**Exercise directions:**
Where a line in the listing below contains the word "numbered", copy that line.

··········

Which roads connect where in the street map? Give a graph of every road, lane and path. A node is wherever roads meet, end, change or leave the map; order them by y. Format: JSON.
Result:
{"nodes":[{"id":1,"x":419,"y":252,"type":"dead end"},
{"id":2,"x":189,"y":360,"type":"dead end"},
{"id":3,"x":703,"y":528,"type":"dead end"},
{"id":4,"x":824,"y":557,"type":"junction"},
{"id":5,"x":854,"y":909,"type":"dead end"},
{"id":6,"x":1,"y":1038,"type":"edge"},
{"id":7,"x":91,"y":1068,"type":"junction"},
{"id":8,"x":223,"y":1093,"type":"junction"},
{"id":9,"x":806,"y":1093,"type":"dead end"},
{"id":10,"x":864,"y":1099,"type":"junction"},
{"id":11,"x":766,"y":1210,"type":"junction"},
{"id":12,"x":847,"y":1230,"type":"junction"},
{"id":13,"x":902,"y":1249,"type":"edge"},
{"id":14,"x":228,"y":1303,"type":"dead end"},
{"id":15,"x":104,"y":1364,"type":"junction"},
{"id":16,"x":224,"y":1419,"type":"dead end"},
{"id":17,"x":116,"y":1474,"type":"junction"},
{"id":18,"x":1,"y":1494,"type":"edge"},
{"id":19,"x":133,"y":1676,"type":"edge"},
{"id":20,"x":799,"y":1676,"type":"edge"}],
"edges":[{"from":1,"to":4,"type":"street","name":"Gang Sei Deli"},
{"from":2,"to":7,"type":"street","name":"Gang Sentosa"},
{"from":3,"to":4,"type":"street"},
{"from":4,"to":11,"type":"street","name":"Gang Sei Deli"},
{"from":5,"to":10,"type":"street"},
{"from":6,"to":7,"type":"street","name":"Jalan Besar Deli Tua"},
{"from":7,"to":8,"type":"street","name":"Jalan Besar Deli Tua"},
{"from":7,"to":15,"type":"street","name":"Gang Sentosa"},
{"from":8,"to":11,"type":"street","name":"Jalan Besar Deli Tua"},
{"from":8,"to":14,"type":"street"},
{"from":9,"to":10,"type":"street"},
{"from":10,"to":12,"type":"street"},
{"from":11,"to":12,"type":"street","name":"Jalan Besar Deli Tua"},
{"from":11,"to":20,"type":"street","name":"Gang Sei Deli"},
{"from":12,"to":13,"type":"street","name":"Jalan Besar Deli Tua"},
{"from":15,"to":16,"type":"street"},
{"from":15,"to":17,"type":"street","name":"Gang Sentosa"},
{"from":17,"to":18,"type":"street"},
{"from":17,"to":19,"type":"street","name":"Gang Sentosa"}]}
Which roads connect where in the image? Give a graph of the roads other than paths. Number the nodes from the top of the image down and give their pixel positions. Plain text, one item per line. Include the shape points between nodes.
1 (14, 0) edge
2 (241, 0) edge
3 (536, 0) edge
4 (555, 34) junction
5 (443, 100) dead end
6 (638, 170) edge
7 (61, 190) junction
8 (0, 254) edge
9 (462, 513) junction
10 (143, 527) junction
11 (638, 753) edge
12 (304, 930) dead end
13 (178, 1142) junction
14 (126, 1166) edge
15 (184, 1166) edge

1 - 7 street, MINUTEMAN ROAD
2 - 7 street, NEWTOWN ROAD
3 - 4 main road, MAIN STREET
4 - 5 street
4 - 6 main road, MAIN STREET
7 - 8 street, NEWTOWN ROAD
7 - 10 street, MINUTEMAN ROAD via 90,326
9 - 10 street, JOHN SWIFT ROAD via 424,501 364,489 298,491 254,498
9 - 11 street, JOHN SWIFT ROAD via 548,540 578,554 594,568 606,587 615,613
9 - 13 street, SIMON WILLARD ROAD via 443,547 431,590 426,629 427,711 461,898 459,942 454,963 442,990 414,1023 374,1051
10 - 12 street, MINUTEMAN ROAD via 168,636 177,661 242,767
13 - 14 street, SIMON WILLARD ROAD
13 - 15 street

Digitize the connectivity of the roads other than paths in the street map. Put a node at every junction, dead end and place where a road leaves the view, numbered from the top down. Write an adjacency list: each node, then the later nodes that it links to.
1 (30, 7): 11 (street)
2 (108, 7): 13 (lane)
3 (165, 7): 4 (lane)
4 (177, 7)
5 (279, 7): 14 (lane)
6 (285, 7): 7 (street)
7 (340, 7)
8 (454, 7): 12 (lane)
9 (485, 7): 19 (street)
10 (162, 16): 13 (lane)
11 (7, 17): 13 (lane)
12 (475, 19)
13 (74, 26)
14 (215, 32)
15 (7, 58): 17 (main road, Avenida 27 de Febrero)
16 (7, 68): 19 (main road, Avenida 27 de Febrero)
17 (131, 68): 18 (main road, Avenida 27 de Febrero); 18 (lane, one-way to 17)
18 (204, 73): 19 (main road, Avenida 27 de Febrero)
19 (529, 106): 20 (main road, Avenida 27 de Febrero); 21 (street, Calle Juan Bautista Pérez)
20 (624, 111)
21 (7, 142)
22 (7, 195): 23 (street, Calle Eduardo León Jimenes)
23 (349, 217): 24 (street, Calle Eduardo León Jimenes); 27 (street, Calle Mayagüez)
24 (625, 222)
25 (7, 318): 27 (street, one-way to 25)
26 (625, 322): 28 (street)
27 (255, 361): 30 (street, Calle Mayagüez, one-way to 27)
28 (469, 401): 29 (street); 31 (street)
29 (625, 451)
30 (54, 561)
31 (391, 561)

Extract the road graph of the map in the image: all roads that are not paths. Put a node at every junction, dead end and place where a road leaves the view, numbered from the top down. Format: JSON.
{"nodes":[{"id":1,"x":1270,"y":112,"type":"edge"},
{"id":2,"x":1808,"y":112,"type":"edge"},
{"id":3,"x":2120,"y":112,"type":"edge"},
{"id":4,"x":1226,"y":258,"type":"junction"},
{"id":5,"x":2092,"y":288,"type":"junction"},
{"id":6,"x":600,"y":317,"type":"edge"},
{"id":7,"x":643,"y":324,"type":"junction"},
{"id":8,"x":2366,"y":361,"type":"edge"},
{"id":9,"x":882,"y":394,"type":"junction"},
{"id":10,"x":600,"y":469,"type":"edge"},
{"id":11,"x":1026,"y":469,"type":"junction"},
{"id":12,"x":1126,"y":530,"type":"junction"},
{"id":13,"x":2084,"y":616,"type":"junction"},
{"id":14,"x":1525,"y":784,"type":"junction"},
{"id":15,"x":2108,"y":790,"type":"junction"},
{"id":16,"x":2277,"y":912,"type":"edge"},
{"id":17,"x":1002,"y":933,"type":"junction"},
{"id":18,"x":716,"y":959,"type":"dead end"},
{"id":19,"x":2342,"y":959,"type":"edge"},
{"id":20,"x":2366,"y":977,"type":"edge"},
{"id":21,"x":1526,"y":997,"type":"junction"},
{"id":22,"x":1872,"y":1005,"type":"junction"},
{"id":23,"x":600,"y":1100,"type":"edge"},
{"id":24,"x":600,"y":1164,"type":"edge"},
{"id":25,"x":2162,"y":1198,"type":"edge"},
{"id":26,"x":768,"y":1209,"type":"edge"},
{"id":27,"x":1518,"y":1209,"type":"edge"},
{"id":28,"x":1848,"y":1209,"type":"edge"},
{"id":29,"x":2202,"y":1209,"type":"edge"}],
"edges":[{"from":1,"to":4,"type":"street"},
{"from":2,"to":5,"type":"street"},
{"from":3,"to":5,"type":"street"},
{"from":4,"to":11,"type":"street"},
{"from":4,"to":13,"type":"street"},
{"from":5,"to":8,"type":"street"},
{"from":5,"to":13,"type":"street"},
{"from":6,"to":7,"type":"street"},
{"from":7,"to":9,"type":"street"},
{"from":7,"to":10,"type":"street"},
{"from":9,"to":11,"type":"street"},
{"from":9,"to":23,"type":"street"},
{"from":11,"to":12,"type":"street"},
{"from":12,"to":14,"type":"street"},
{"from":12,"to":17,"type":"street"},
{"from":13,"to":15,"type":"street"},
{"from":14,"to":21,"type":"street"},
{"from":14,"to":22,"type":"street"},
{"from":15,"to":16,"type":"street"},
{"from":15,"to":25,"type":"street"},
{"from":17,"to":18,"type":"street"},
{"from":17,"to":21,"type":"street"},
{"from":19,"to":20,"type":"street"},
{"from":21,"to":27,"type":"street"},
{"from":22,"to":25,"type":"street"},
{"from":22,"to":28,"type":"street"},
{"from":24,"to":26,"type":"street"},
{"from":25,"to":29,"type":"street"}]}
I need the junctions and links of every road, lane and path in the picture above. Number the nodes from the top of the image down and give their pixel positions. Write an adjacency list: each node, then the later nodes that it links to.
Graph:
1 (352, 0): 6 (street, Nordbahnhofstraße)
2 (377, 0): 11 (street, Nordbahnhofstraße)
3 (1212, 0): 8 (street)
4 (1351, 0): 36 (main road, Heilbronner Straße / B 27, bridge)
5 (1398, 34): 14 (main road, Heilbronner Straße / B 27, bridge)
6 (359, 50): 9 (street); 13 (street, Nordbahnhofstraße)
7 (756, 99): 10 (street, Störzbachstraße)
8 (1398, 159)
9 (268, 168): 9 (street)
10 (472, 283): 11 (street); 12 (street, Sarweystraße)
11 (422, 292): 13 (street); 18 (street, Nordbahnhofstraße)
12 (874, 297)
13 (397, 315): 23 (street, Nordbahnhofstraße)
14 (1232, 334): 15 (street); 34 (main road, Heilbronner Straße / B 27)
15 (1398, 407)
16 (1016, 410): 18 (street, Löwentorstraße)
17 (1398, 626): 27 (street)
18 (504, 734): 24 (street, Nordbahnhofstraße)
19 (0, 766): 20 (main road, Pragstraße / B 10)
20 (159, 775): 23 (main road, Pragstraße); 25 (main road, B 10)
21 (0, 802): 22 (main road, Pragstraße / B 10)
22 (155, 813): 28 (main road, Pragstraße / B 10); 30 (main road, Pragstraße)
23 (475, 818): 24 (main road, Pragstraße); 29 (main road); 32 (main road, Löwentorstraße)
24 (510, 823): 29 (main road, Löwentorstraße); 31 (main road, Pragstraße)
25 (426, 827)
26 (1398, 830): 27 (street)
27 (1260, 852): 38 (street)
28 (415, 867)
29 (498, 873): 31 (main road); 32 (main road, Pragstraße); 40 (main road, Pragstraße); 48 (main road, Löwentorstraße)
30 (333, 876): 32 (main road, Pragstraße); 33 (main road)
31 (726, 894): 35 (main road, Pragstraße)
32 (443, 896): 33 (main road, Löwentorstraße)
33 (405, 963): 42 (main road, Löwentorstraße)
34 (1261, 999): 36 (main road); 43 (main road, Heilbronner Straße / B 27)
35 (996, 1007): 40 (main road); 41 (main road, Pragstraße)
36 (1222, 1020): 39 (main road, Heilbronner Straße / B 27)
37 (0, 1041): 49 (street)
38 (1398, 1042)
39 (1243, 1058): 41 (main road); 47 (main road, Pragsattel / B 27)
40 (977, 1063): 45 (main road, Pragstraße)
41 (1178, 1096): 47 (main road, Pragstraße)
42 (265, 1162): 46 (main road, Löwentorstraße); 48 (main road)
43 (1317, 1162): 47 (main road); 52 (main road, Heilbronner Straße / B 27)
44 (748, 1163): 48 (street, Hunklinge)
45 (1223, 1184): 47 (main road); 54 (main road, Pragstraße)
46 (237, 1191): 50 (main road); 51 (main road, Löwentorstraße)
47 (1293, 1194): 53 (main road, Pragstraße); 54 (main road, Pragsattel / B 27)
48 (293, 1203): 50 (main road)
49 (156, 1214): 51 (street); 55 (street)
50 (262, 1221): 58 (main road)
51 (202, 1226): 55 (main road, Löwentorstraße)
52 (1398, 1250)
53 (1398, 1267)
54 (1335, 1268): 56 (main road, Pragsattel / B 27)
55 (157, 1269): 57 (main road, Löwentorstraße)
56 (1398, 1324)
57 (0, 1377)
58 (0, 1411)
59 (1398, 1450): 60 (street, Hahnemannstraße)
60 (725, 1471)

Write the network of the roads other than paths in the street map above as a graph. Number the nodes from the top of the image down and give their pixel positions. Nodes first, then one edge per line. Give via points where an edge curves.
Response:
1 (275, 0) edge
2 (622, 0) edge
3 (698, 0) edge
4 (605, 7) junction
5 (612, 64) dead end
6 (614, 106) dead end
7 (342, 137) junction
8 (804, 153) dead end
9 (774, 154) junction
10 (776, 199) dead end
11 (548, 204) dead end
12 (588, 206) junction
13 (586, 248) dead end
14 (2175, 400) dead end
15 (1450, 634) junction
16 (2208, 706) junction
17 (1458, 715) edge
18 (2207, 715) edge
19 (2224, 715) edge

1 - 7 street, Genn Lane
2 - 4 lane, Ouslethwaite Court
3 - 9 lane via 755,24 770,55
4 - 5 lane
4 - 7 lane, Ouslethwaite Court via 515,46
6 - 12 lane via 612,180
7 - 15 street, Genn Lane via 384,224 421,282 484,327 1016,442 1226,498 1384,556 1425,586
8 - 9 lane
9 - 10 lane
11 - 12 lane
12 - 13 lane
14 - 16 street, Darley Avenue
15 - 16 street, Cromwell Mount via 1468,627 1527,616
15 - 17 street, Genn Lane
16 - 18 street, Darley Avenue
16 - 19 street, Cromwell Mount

··········

**Answer for the task:**
Digitize the connectivity of the roads other than paths in the street map. Put a node at every junction, dead end and place where a road leaves the view, numbered from the top down. Write an adjacency list: each node, then the later nodes that it links to.
Extract the road graph of the map in the image: all roads that are not paths. Put a node at every junction, dead end and place where a road leaves the view, numbered from the top down. Format: JSON.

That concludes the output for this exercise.